Jumat, 19 Agustus 2005

pesantren al-maghfirah: rumah sakit ruhani bagi pecandu narkoba

majalah hidayah edisi 49 agustus 2005

Pondok pesantren -harus dicatat- tak selamanya dididirikan untuk sekedar mencetak atau mereproduksi ulama. Pada masa awal (perkembangan pesantren), memang misi itu tidak bisa ditepis. Sebab, pesantren selain dimaksudkan sebagai lembaga alternatif untuk mencetak ulama juga berfungsi sebagai transmisi atau transformasi ilmu keislaman dan pemeliharaan terhadap tradisi muslim. Peran pondok pesantren seperti itu yang dikenal dengan bentuk atau model tradisional (salafiyah), memang hingga kini masih tetap eksis dan tak diingkari menjadi tempat menuntut ilmu yang telah melahirkan sejumlah ulama kharismatik di tanah air ini.

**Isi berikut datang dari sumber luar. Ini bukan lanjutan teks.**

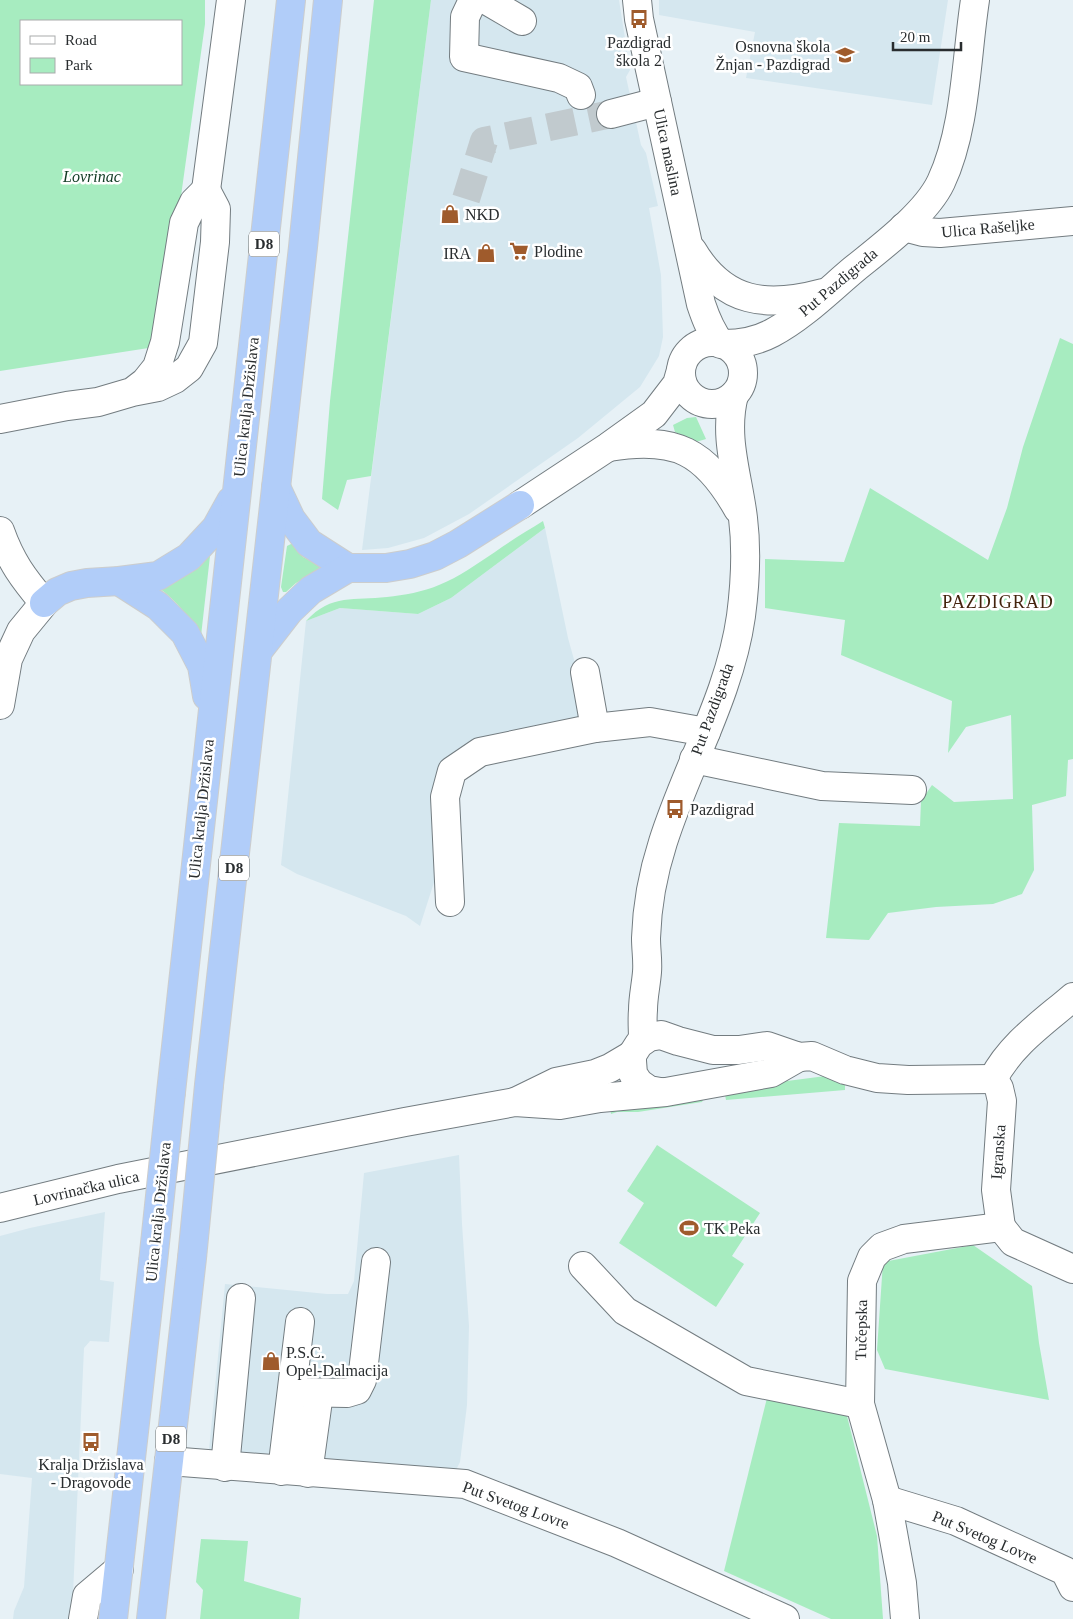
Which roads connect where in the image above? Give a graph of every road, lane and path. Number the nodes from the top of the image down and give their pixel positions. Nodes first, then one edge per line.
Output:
1 (231, 0) edge
2 (291, 0) edge
3 (328, 0) edge
4 (473, 0) edge
5 (486, 0) edge
6 (637, 0) edge
7 (975, 0) edge
8 (522, 21) dead end
9 (581, 95) dead end
10 (657, 102) junction
11 (611, 114) tunnel mouth
12 (206, 190) junction
13 (1073, 221) edge
14 (904, 227) junction
15 (687, 242) junction
16 (827, 292) junction
17 (701, 304) junction
18 (770, 334) junction
19 (722, 344) junction
20 (685, 361) junction
21 (738, 386) junction
22 (132, 392) junction
23 (700, 401) junction
24 (654, 414) junction
25 (0, 419) edge
26 (730, 443) junction
27 (608, 447) junction
28 (276, 487) junction
29 (237, 488) junction
30 (520, 505) joint
31 (744, 520) junction
32 (0, 531) edge
33 (348, 568) junction
34 (119, 581) junction
35 (44, 603) junction
36 (258, 651) junction
37 (585, 672) dead end
38 (0, 705) edge
39 (211, 720) junction
40 (596, 728) junction
41 (706, 732) junction
42 (694, 759) junction
43 (912, 790) dead end
44 (450, 902) dead end
45 (1073, 997) edge
46 (655, 1043) junction
47 (799, 1057) junction
48 (993, 1079) junction
49 (666, 1091) junction
50 (515, 1102) junction
51 (0, 1208) edge
52 (1001, 1227) junction
53 (376, 1262) dead end
54 (583, 1266) dead end
55 (1073, 1269) edge
56 (241, 1298) dead end
57 (300, 1322) dead end
58 (293, 1392) junction
59 (319, 1393) junction
60 (860, 1404) junction
61 (169, 1461) junction
62 (225, 1467) junction
63 (295, 1472) junction
64 (887, 1500) junction
65 (119, 1569) junction
66 (1073, 1587) edge
67 (83, 1619) edge
68 (113, 1619) edge
69 (151, 1619) edge
70 (785, 1619) edge
71 (905, 1619) edge

1 - 12 street
2 - 29 highway, Ulica kralja Držislava / D8
3 - 28 highway, D8
4 - 9 street
5 - 8 street
6 - 10 street, Ulica maslina
7 - 14 street, Put Pazdigrada
10 - 11 street
10 - 15 street, Ulica maslina
12 - 22 street
12 - 22 street
13 - 14 street, Ulica Rašeljke
14 - 16 street, Put Pazdigrada
15 - 16 street
15 - 17 street, Ulica maslina
16 - 18 street, Put Pazdigrada
17 - 19 street, Ulica maslina
17 - 20 street, Ulica maslina
18 - 19 street, Put Pazdigrada
18 - 21 street, Put Pazdigrada
19 - 20 street
19 - 21 street
20 - 23 street
20 - 24 street
21 - 23 street
21 - 26 street, Put Pazdigrada
22 - 25 street
23 - 24 street
23 - 26 street, Put Pazdigrada
24 - 27 street
26 - 31 street, Put Pazdigrada
27 - 30 street
27 - 31 street
28 - 33 highway
28 - 36 highway, D8
29 - 34 highway
29 - 39 highway, Ulica kralja Držislava / D8
30 - 33 highway
31 - 41 street, Put Pazdigrada
32 - 35 street
33 - 36 highway
34 - 35 highway
34 - 39 highway
35 - 38 street
36 - 61 highway, D8, bridge
37 - 40 street
39 - 65 highway, Ulica kralja Držislava / D8, bridge
40 - 41 street
40 - 44 street
41 - 42 street, Put Pazdigrada
42 - 43 street
42 - 46 street, Put Pazdigrada
45 - 48 street
46 - 47 street
46 - 49 street
46 - 49 street
46 - 50 street
47 - 48 street
47 - 49 street
48 - 52 street, Igranska
49 - 50 street
50 - 51 street, Lovrinačka ulica
52 - 55 street
52 - 60 street, Tučepska
53 - 59 street
54 - 60 street
56 - 62 street
57 - 58 street
58 - 59 street
58 - 63 street
59 - 63 street
60 - 64 street, Tučepska
61 - 62 street, Put Svetog Lovre
61 - 69 highway, D8
62 - 63 street, Put Svetog Lovre
63 - 70 street, Put Svetog Lovre
64 - 66 street, Put Svetog Lovre
64 - 71 street, Tučepska
65 - 67 street
65 - 68 highway, Ulica kralja Držislava / D8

Tetapi sejalan dengan perkembangan zaman, pesantren --mau tidak mau-- memang dituntut untuk terus berubah demi tuntutan dan kebutuhan yang terjadi dan berkembang di masyarakat. Apalagi, laju peradaban yang ditopang dari perkembangan ilmu pengatahuan dan sains tak bisa dimungkiri kalau dalam hidup, manusia dituntut untuk maju dan berwawasan luas. Dalam konteks itulah, kemudian berdiri pesantren modern dengan bentuk kurikulum tertentu dan juga ciri khas tersendiri yang tak hanya mengajarkan ilmu keagamaan belaka, melainkan juga skill (ketrampilan), bahasa dan ilmu-ilmu umum.

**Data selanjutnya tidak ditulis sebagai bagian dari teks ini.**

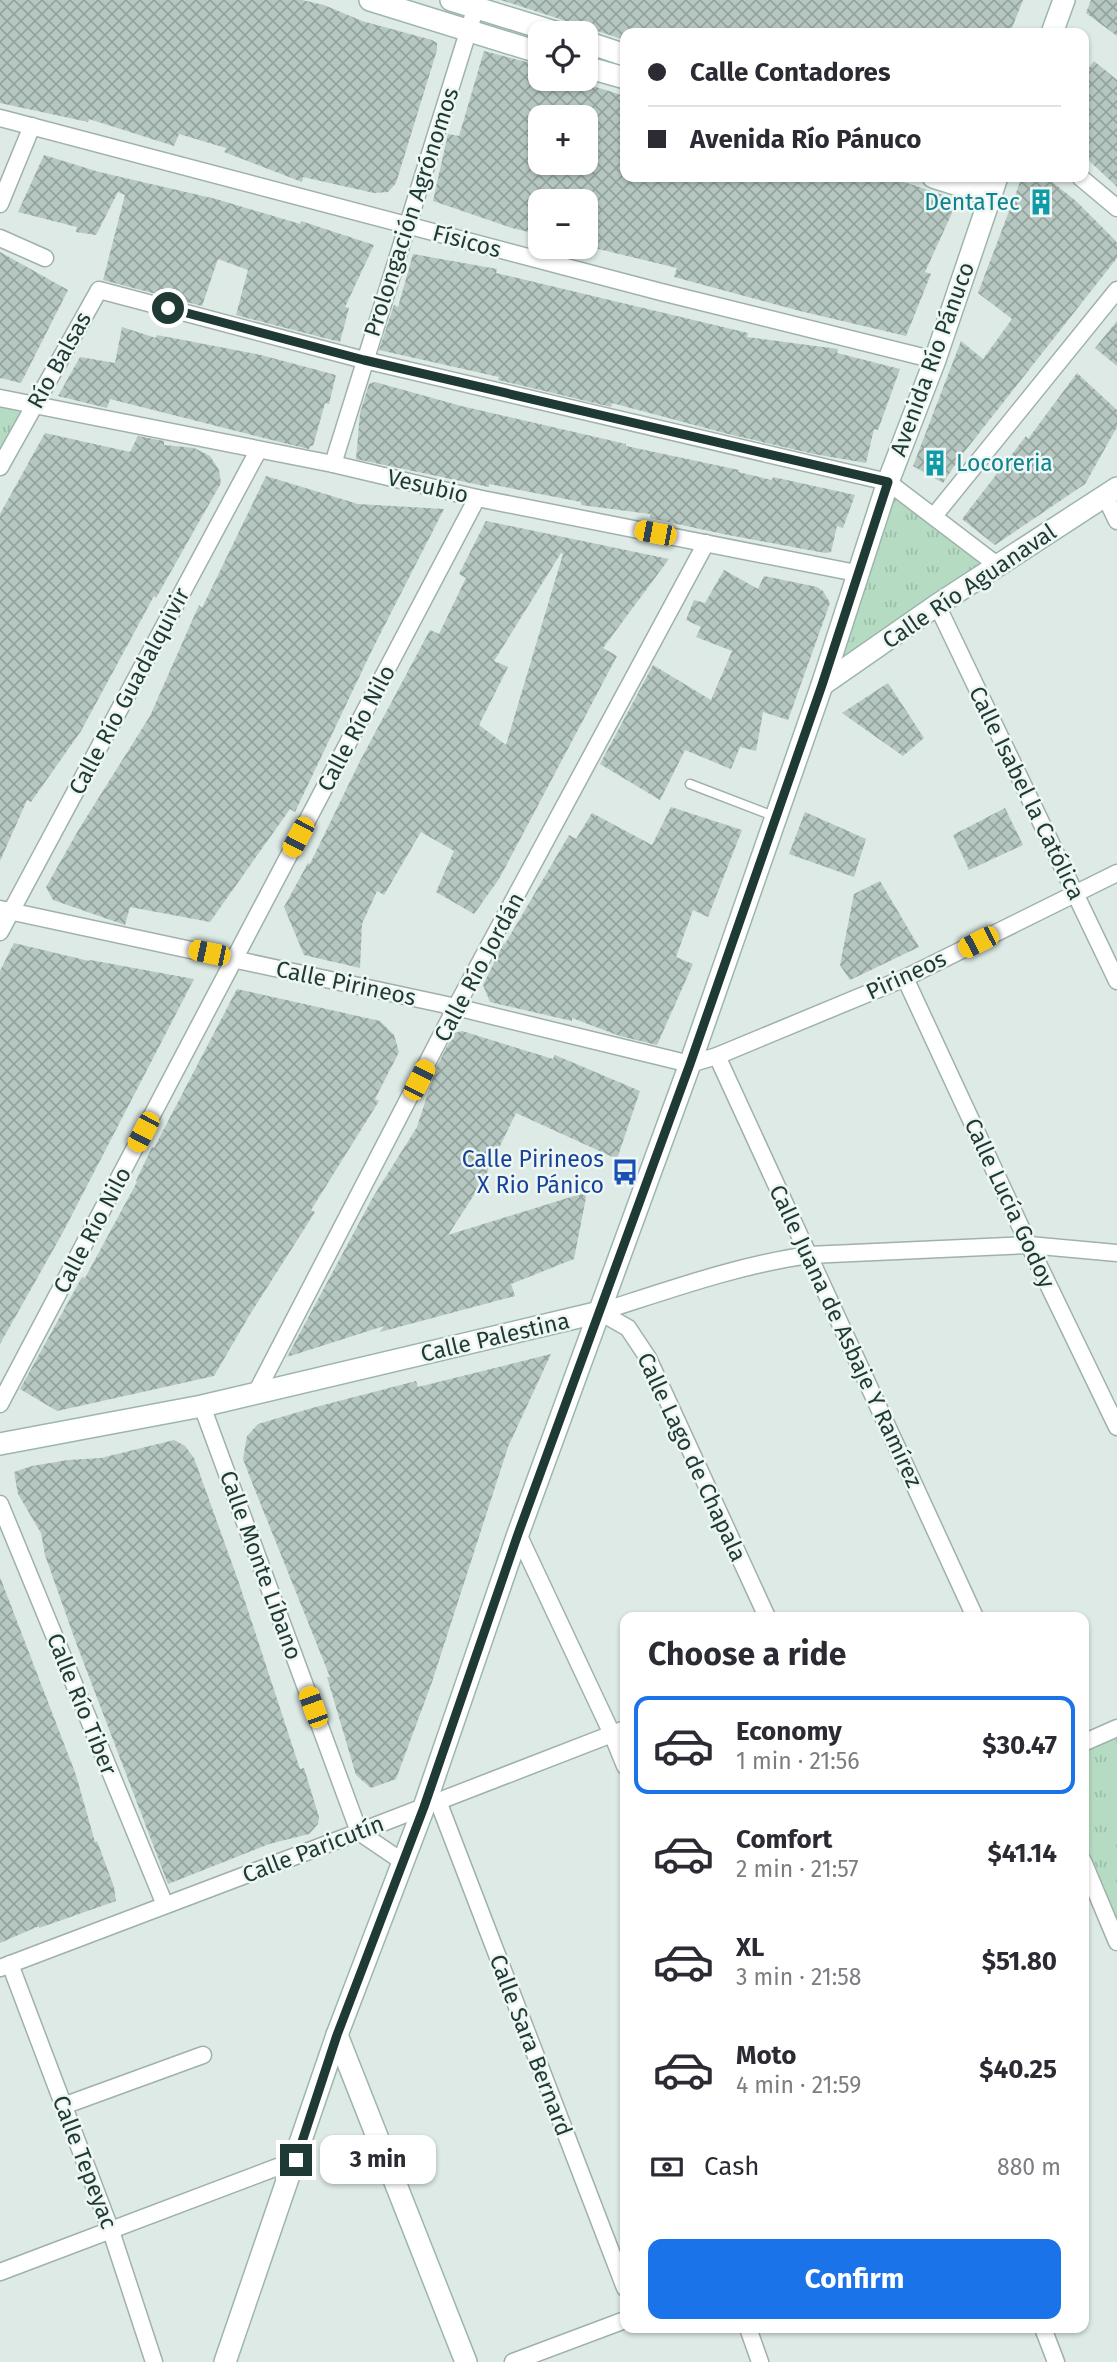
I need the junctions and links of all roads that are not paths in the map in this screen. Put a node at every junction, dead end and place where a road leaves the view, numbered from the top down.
1 (370, 0) edge
2 (451, 0) edge
3 (1064, 0) edge
4 (477, 4) edge
5 (528, 22) edge
6 (1054, 28) edge
7 (469, 31) junction
8 (598, 47) edge
9 (528, 49) edge
10 (620, 53) edge
11 (598, 70) edge
12 (620, 77) edge
13 (0, 118) edge
14 (32, 126) junction
15 (967, 182) edge
16 (1086, 182) edge
17 (994, 186) edge
18 (0, 202) edge
19 (1117, 208) edge
20 (406, 225) junction
21 (0, 238) edge
22 (44, 258) dead end
23 (1117, 290) edge
24 (364, 360) junction
25 (934, 360) junction
26 (0, 398) edge
27 (33, 406) junction
28 (258, 451) junction
29 (333, 464) junction
30 (0, 467) edge
31 (888, 482) junction
32 (1111, 492) edge
33 (477, 498) junction
34 (934, 516) junction
35 (1117, 521) edge
36 (706, 543) junction
37 (997, 565) junction
38 (856, 573) junction
39 (937, 605) junction
40 (822, 685) junction
41 (690, 784) dead end
42 (776, 817) junction
43 (1117, 873) edge
44 (1075, 893) junction
45 (6, 910) edge
46 (0, 932) edge
47 (234, 958) junction
48 (905, 978) junction
49 (1117, 981) edge
50 (456, 1007) junction
51 (716, 1056) junction
52 (690, 1064) junction
53 (1029, 1245) junction
54 (1117, 1254) edge
55 (809, 1255) junction
56 (600, 1312) junction
57 (256, 1393) junction
58 (0, 1404) edge
59 (202, 1406) junction
60 (1117, 1427) edge
61 (0, 1444) edge
62 (0, 1504) edge
63 (518, 1534) junction
64 (765, 1612) edge
65 (973, 1612) edge
66 (1117, 1728) edge
67 (618, 1731) edge
68 (1089, 1740) edge
69 (431, 1804) junction
70 (359, 1832) junction
71 (403, 1862) junction
72 (1089, 1875) edge
73 (165, 1905) junction
74 (1117, 1941) edge
75 (5, 1966) edge
76 (337, 2035) junction
77 (203, 2055) dead end
78 (63, 2106) junction
79 (296, 2160) junction
80 (111, 2231) junction
81 (0, 2272) edge
82 (620, 2276) edge
83 (620, 2322) edge
84 (750, 2333) edge
85 (1045, 2333) edge
86 (154, 2362) edge
87 (225, 2362) edge
88 (466, 2362) edge
89 (513, 2362) edge
90 (760, 2362) edge
91 (1056, 2362) edge

1 - 7 street
2 - 4 street
3 - 6 street
4 - 5 street
4 - 7 street, Prolongación Agrónomos
7 - 9 street
7 - 20 street, Prolongación Agrónomos
8 - 10 street
11 - 12 street
13 - 14 street, Físicos
14 - 18 street
14 - 20 street, Físicos
15 - 17 street
16 - 19 street
17 - 25 street, Avenida Río Pánuco
20 - 24 street, Prolongación Agrónomos
20 - 25 street, Físicos
21 - 22 street
23 - 34 street
24 - 27 street, Río Balsas
24 - 29 street, Prolongación Agrónomos
24 - 31 street
25 - 31 street, Avenida Río Pánuco
26 - 27 street, Vesubio
27 - 28 street, Vesubio
27 - 30 street, Río Balsas
28 - 29 street, Vesubio
28 - 45 street, Calle Río Guadalquivir
29 - 33 street, Vesubio
31 - 34 street
31 - 38 street, Avenida Río Pánuco
32 - 35 street
32 - 37 street, Calle Río Aguanaval
33 - 36 street, Vesubio
33 - 47 street, Calle Río Nilo
34 - 37 street
36 - 38 street, Vesubio
36 - 50 street, Calle Río Jordán
37 - 39 street, Calle Río Aguanaval
38 - 40 street, Avenida Río Pánuco
39 - 40 street, Calle Río Aguanaval
39 - 44 street, Calle Isabel la Católica
40 - 42 street, Avenida Río Pánuco
41 - 42 lane
42 - 52 street, Avenida Río Pánuco
43 - 44 street, Pirineos
44 - 48 street, Pirineos
44 - 49 street, Calle Isabel la Católica
45 - 46 street, Calle Río Guadalquivir
45 - 47 street, Calle Pirineos
47 - 50 street, Calle Pirineos
47 - 58 street, Calle Río Nilo
48 - 51 street, Pirineos
48 - 53 street, Calle Lucía Godoy
50 - 52 street, Calle Pirineos
50 - 57 street, Calle Río Jordán
51 - 52 street, Pirineos
51 - 55 street, Calle Juana de Asbaje Y Ramírez
52 - 56 street, Avenida Río Pánuco
53 - 54 street, Calle Palestina
53 - 55 street, Calle Palestina
53 - 60 street, Calle Lucía Godoy
55 - 56 street, Calle Palestina
55 - 65 street, Calle Juana de Asbaje Y Ramírez
56 - 57 street, Calle Palestina
56 - 63 street, Avenida Río Pánuco
56 - 64 street, Calle Lago de Chapala
57 - 59 street, Calle Palestina
59 - 61 street, Calle Palestina
59 - 70 street, Calle Monte Líbano
62 - 73 street, Calle Río Tiber
63 - 67 street
63 - 69 street, Avenida Río Pánuco
66 - 68 street
67 - 69 street, Calle Paricutín
69 - 70 street, Calle Paricutín
69 - 71 street, Avenida Río Pánuco
69 - 82 street, Calle Sara Bernard
70 - 71 street
70 - 73 street, Calle Paricutín
71 - 76 street, Avenida Río Pánuco
72 - 74 street
73 - 75 street, Calle Paricutín
75 - 78 street, Calle Tepeyac
76 - 79 street, Avenida Río Pánuco
76 - 88 street
77 - 78 street
78 - 80 street, Calle Tepeyac
79 - 80 street
79 - 87 street, Avenida Río Pánuco
80 - 81 street
80 - 86 street, Calle Tepeyac
83 - 89 street
84 - 90 street
85 - 91 street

Berbeda dengan model pesantren salafiyah dan pesantren modern yang selama ini kita kenal, pesantren satu ini jelas-jelas memiliki banyak perbedaan dengan pesantren yang ada, juga sekaligus menjadi semacam "rumah sakit ruhani" bagi para santri. Sebab, pesantren al-Maghfirah yang berlokasi di kaki Gunung Geulis ini memang dikhususkan bagi para pecandu dan korban narkoba.

Bagaimana sejarah dan perkebangan pesantren yang khusus menampung anak-anak pecandu narkoba ini? Apa pula aktivitas dan kegiatan santri di pesantren yang terletak di kaki Gunung Geulis ini? Berikut ini adalah hasil liputan reporter majalah Hidayah yang sempat berkunjung ke sana dan berkesempatan mewawancarai pendiri pesantren.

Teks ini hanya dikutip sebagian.